Another possibility, much simpler to use, is a low pass filter. For example:

reading = analogRead(inputPinP); 
filteredReading = ( filteredReading*7 + reading)/8;

filteredReading must be initialized in setup() to zero or some reasonable value and will approach the smoothed average after a few measurements. Mind that filteredReading is unsigned int or long, so that it doesn't overflow during the multiplication.
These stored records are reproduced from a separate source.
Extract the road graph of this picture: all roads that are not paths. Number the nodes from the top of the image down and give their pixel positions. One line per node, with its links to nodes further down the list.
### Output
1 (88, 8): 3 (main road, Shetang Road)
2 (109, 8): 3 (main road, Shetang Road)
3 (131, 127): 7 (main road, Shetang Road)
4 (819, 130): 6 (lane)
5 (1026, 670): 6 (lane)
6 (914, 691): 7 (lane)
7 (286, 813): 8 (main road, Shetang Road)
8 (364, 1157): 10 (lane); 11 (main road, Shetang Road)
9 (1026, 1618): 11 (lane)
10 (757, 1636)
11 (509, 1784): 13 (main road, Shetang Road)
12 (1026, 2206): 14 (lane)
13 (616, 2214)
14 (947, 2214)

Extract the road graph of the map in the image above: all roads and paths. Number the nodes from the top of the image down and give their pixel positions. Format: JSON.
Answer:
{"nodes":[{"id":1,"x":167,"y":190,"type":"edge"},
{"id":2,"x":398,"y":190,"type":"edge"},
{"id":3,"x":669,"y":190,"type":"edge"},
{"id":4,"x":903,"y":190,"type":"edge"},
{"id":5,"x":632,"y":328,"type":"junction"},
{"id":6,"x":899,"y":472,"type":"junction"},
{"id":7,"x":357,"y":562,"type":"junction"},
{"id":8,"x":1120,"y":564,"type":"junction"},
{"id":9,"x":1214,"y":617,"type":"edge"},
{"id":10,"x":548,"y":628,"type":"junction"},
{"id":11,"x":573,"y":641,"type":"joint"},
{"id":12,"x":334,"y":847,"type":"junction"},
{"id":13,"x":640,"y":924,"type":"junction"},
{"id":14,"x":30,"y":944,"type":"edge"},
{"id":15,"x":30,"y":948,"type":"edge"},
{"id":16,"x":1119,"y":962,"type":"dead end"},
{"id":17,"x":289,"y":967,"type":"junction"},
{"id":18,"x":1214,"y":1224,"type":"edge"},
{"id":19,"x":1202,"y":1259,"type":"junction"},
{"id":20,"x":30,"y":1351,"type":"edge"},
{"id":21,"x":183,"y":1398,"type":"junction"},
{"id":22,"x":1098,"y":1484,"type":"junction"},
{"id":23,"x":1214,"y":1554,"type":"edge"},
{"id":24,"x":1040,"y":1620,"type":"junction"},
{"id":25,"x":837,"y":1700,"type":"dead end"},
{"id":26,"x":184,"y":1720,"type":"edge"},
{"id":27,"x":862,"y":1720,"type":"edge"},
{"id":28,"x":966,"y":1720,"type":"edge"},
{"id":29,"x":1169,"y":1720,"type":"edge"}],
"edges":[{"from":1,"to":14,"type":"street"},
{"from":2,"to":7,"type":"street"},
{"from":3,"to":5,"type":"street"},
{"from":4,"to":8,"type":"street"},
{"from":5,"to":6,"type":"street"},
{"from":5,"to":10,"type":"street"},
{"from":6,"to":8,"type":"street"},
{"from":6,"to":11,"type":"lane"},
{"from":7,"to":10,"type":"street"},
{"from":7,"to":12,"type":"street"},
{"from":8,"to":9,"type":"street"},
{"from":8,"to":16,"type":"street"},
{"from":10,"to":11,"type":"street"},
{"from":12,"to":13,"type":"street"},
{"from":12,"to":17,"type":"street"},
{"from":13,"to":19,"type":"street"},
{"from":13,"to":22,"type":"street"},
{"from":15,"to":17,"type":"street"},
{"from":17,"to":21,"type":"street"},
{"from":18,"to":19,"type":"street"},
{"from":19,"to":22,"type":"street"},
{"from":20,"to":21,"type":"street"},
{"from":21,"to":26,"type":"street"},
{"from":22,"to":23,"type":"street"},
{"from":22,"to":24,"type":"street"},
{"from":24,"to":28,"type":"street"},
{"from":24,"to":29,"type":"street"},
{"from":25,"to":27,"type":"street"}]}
To make this filter respond more quickly or slowly, use different scale factors such as.

filteredReading = (filteredReading*3 + reading)/4;


filteredReading = (filteredReading*15 + reading)/16;

I like to use powers of two because the division can be replaced by a shift, for example (x/16) is equal to (x>>4) but is faster to calculate.

filteredReading must be initialized in setup() to zero or some reasonable value

Setting it to zero as initial value is often a bad choice (unless the expected value is 0). as that will affect the first dozen measurements.

What I often do is to make a first read in setup(), then it approaches the smoothed value instantly.

  filteredReading = analogRead(inputPinP)

  filteredReading = ( filteredReading*7 + reading)/8;

alternative you can use libraries that help, have a look at:

You'll get bad rounding errors with that code, integer division is truncating and thus biased (you need to understand about quantization issues and limit cycles to use integer or fixed point maths in a digital filter.

Use floats for digital filters if you can afford to, generally you will avoid such artifacts:

  filteredReading = ( filteredReading*7 + reading)/8;

Can be improved:

  filteredReading = ( filteredReading*7 + reading + 4) >> 3 ;  // unbiased rounding

Scaling the input value by 8 or more would certainly help prevent losing lots of precision. Note that arithmetic shift right after adding the de-bias value behaves better than integer division if values can be negative (division truncates towards zero)

Or in floating point and rewritten to use only one coefficient:

float filteredReading, reading ;

   filteredReading += 0.125 * (reading - filteredReading) ;

This form of the recurrence needs just one coefficient and is guaranteed unity gain at DC. You can also think of it as a PID controller with just a P term.